Every UI/UX project I take on follows a structured process — not because I'm rigid about it, but because I've learned, through dozens of real projects, that skipping steps costs time, money, and quality. This is that process, broken down honestly from the very first client call to handing over the final prototype.

Whether you're a designer wanting to see how someone else works, or a client trying to understand what goes into a proper UX engagement, this should give you a clear picture.

"Good design is not about making things look beautiful. It's about making things work beautifully." — Sampanna Raj Dhungel

Why Process Matters in UI/UX

UI/UX design is not just about making screens look good. At its core, it's about solving real problems for real people — and that requires understanding those people deeply before picking up any design tool. A process gives structure to what could otherwise be chaotic and subjective work.

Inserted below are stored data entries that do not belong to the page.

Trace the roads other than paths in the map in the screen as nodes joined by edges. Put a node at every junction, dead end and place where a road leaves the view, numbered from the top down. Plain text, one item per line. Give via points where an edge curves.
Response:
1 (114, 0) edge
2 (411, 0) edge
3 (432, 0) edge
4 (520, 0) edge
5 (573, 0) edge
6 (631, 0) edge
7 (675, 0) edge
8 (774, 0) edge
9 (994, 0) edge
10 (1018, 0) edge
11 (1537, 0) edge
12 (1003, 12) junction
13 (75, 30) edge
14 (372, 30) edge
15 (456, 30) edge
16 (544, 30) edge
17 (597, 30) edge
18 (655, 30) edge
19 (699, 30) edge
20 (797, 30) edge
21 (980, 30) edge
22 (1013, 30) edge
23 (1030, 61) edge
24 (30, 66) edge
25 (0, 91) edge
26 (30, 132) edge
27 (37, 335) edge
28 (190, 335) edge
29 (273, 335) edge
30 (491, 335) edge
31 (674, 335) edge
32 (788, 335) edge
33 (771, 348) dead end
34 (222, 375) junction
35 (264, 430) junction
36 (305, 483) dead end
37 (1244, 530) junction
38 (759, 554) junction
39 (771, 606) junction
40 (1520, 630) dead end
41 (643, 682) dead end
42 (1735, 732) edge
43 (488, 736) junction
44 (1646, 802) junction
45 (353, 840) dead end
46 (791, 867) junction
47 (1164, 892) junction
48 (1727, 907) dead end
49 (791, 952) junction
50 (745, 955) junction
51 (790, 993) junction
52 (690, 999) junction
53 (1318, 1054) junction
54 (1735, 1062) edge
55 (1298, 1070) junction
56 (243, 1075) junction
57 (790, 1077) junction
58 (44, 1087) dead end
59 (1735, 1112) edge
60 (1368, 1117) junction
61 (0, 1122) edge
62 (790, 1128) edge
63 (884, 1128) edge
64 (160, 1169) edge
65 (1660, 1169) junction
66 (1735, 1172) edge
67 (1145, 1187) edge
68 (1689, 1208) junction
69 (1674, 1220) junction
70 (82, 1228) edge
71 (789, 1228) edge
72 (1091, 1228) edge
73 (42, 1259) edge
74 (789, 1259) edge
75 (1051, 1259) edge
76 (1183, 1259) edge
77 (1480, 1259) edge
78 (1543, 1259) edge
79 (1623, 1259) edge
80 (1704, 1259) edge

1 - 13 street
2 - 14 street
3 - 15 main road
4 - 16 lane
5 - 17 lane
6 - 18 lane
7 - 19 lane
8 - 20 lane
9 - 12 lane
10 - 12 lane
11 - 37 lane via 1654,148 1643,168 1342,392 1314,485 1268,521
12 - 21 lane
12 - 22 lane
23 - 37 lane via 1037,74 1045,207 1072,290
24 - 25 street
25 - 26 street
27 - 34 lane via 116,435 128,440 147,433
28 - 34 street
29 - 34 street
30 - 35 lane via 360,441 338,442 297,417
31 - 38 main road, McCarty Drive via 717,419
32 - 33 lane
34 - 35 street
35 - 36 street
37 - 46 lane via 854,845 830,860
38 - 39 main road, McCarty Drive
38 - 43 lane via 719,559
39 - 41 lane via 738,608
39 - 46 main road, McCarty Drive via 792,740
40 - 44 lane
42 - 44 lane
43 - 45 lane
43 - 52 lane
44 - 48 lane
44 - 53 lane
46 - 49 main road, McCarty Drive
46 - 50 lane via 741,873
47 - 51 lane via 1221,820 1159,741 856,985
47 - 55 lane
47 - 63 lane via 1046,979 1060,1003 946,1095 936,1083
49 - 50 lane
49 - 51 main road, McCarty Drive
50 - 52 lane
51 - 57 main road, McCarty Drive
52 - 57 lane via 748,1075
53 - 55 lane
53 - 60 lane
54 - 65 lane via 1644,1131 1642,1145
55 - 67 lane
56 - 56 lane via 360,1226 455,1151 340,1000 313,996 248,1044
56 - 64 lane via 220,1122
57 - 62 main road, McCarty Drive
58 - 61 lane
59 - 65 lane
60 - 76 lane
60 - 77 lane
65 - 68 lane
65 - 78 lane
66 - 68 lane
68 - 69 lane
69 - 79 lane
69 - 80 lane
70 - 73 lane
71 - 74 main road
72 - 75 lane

Without a process, designers make decisions based on personal taste rather than user needs. With a clear process, every decision is grounded in research, reason, and testing.

The Tools I Use

🎨
Figma
Wireframes, prototypes, final UI
📋
Notion
Research notes, user stories
🗺️
FigJam
User flows, mind maps
📊
Maze
Usability testing
🖊️
Procreate
Quick concept sketches
💬
Loom
Client video walkthroughs

My 7-Step UI/UX Process

01
Discovery — Understanding the Problem
The first step is never opening Figma. It's listening. I start with a deep discovery session with the client — understanding the business goals, the target users, and the specific problems we're trying to solve. I ask: What does success look like? Who are we designing for? What's frustrating users right now? The output is a clear Problem Statement that guides the entire project.
02
User Research — Understanding the People
Assumptions kill good design. I conduct user interviews or surveys to understand real behaviours, motivations and pain points. Even 5 user interviews reveal patterns that transform the direction of a design. I document findings and synthesise them into User Personas — fictional but research-grounded representations of the key user types.
03
Information Architecture — Structuring the Experience
Before designing any screens, I map out the full information architecture — how content is organised, how users move through the product, what lives where. This becomes a Sitemap and a set of User Flow diagrams. This step is invisible to users but is the backbone of whether a product feels intuitive or confusing.
04
Wireframing — Low-Fidelity Layouts
Wireframes are the skeleton — black and white, no colours, no fancy visuals. They show layout, hierarchy and content placement without any visual distraction. Working in low fidelity at this stage means it's fast to iterate and cheap to change. I typically share wireframes with clients to align on structure before any visual design begins. Changes at wireframe stage cost minutes. Changes at final design stage cost days.
05
Visual Design — High-Fidelity UI
With structure agreed upon, I apply the visual layer — colours, typography, spacing, components, icons, imagery. I build a Design System alongside the screens: a reusable component library that keeps everything consistent and speeds up any future design work. Every design decision is intentional — colour choices, spacing, contrast ratios all serve the user experience.
06
Prototyping — Making It Click
A static design tells you nothing about how a product actually feels to use. I build interactive prototypes in Figma — clicking through realistic flows so users and clients can experience the product before a single line of code is written. Prototypes surface issues that wireframes miss and allow real usability testing.
07
Testing & Iteration — Validating with Real Users
I conduct usability tests with real users — either in person or remotely using tools like Maze. I observe how they interact with the prototype, where they get confused, what works and what doesn't. The findings feed directly back into refinements. Design is iterative by nature. The best products come from multiple rounds of test, learn, improve.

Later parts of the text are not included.